Lorenzaccio
d’après Lorenzaccio d’Alfred de Musset

Mise en scène de Gwenaël Morin
Théâtre du Point du Jour, Lyon, du 5 au 9 mars 2008

et en tournée

 

 


Pour un savoir sans soumission


Il est regrettable que la parfaite connaissance des lois amères de ce monde corrompu empêche, par la désillusion et par la lassitude qu’elle occasionne, l’avènement des actions qui pourraient briser l’absence de perspective offerte par ces lois. Corruption, débauche – on parle bien sûr de l’Italie, celle d’antan comme celle d’aujourd’hui, mais on parle encore et surtout de l’humanité, et de ses bavardages dans son langage vidé de son sens, et de la sourde lâcheté qu’elle incarne, achevant de désespérer Lorenzaccio le riche dépravé revenu de tout, la fourbe femmelette aux violents états d’âme.

Ludique et forcené, ironique et musclé, théâtralement engagé, le projet de Gwenaël Morin est présenté sur scène par le metteur en scène lui-même, maître de cérémonie anti-cérémonials, nerveux et soucieux pédagogue, il introduit la pièce, commente le spectacle, harangue la salle comme les comédients, bref il met brechtement à distance, il met salutairement en perspective, avant de conclure sur sa maigre mais nécessaire foi en la politique (plutôt qu’en l’art) – toutes mesures de pessimisme prises. Et pour monter ce spectacle tout de décadence crue, sans guère de décor ni d’autres fards, le metteur en scène a su s’entourer de trois comédiens phénoménaux (Guillaume Bailliart, Julian Eggerickx, Grégoire Monsaingeon), que malmènent trois comédiennes non moins intenses, au premier rang desquelles Stéphanie Béghain campe un Lorenzaccio hargneux et décisif, exemplum et borderline, en marge du chaos ambiant qui l’a vicié.

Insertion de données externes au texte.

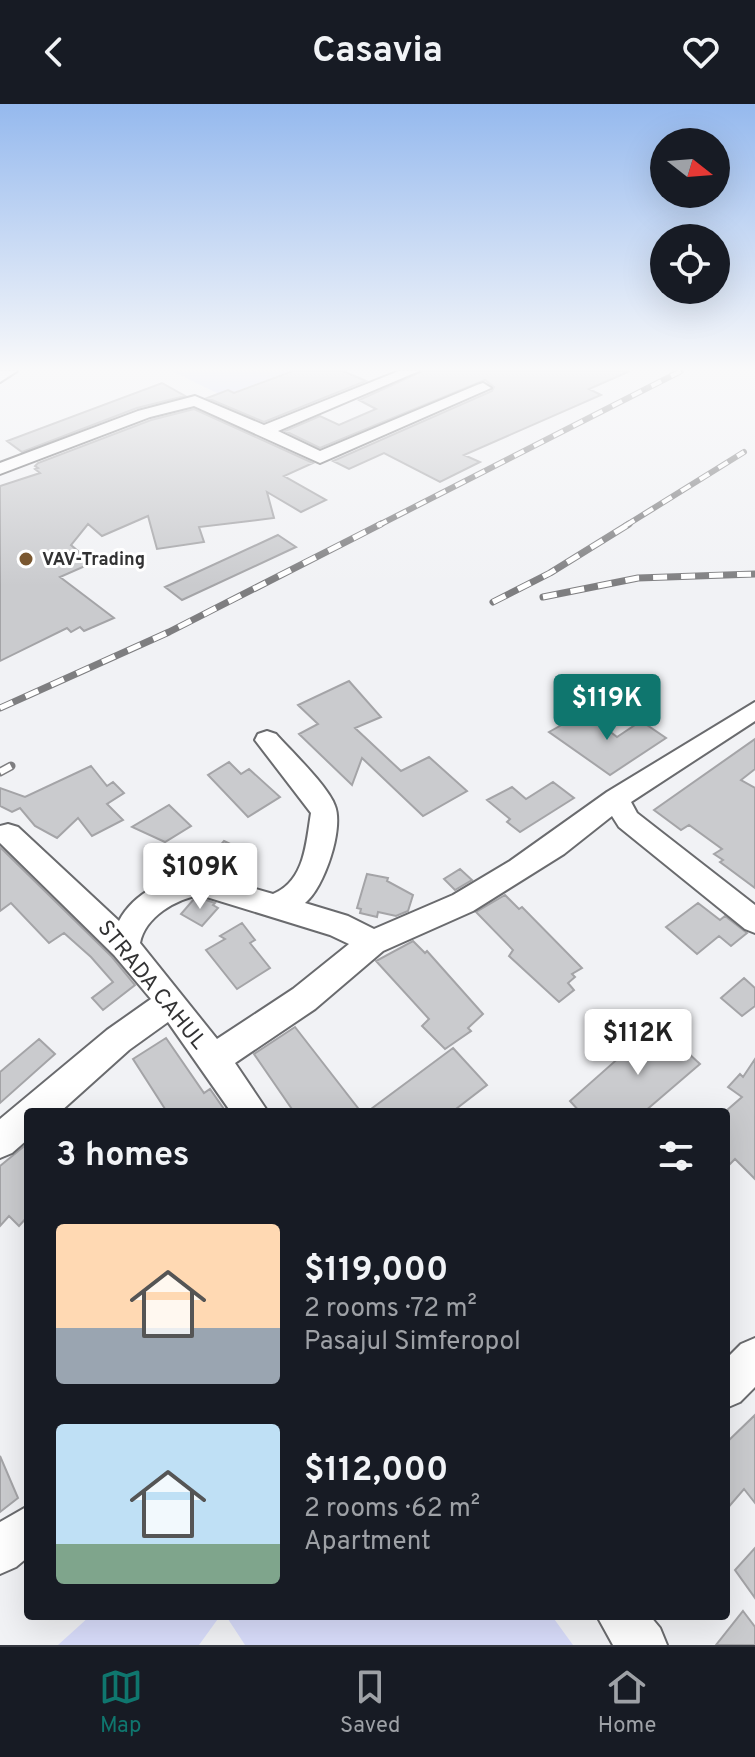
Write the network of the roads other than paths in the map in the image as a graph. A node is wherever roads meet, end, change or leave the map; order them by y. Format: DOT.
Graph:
graph roads {
  1 [pos="68,443"];
  2 [pos="289,443"];
  3 [pos="355,443"];
  4 [pos="0,469"];
  5 [pos="755,710"];
  6 [pos="267,740"];
  7 [pos="616,799"];
  8 [pos="8,834"];
  9 [pos="275,905"];
  10 [pos="755,921"];
  11 [pos="373,942"];
  12 [pos="125,946"];
  13 [pos="172,1002"];
  14 [pos="214,1059"];
  15 [pos="40,1108"];
  16 [pos="248,1108"];
  17 [pos="24,1120"];
  18 [pos="0,1141"];
  19 [pos="755,1358"];
  20 [pos="730,1384"];
  21 [pos="24,1531"];
  22 [pos="0,1551"];
  23 [pos="623,1620"];
  24 [pos="643,1645"];
  1 -- 4 [label="street"];
  2 -- 3 [label="street"];
  5 -- 7 [label="street"];
  6 -- 9 [label="street"];
  7 -- 10 [label="street"];
  7 -- 11 [label="street"];
  8 -- 12 [label="street, STRADA CAHUL"];
  9 -- 11 [label="street"];
  9 -- 12 [label="street"];
  11 -- 14 [label="street"];
  12 -- 13 [label="street, STRADA CAHUL"];
  13 -- 14 [label="street, STRADA CAHUL"];
  13 -- 15 [label="street"];
  14 -- 16 [label="street, STRADA CAHUL"];
  17 -- 18 [label="street"];
  19 -- 20 [label="street"];
  21 -- 22 [label="street"];
  23 -- 24 [label="street"];
}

La pièce de Musset est sans aucun doute un chef d’œuvre d’intelligence, de clairvoyance et de sensibilité ; encore faut-il faire l’effort de rendre aussi tout le soufre, et toute l’éclairante vigueur de cette pièce essentiellement sombre, montrant moins une victoire dérisoire que l’immense décharge à défaites qu’est notre conscience politique. Celle-ci, Gwenaël Morin va la chercher dans le public, la saisit au collet, lui crie dans l’oreille, et lui aiguise plaisamment les neurones, souvent par le biais des zygomatiques. On pourrait lui reprocher de beaucoup tirer le théâtre de Musset vers notre monde contemporain et vers l’ultime temps présent de la représentation ; mais le texte est une traînée comme les autres, et qui consent au tripotement si c’est pour la bonne cause, tel Lorenzaccio dans les bras du tyran qu’il s’apprête à tuer. Enfin, il s’agit de toutes façons moins de tirer une pièce plus que séculaire jusqu’au monde contemporain, que de répéter à ce monde contemporain que la triste et laide pièce qu’il joue est plus que séculaire.

Le tout verse volontiers dans le sur-explicite, grossissant les traits et gommant les nuances – et c’est d’ailleurs un reproche régulièrement fait au théâtre militant en général. Il reste que l’explicite, frontal, hurleur, intranquille, constitue une entrée en matière tout à fait pertinente pour la vieille comédie des animaux politiques que nous sommes : sue, sue par cœur et re-sue, l’iniquité planétaire et ses lois de la jungle, et ses artifices de théâtre cynique, n’incriminent pas ceux qui les comprennent, mais ceux qui ne tirent de cette compréhension que lassitude, soumission au savoir, critique aux bras ballants, inaction par connaissance de causes.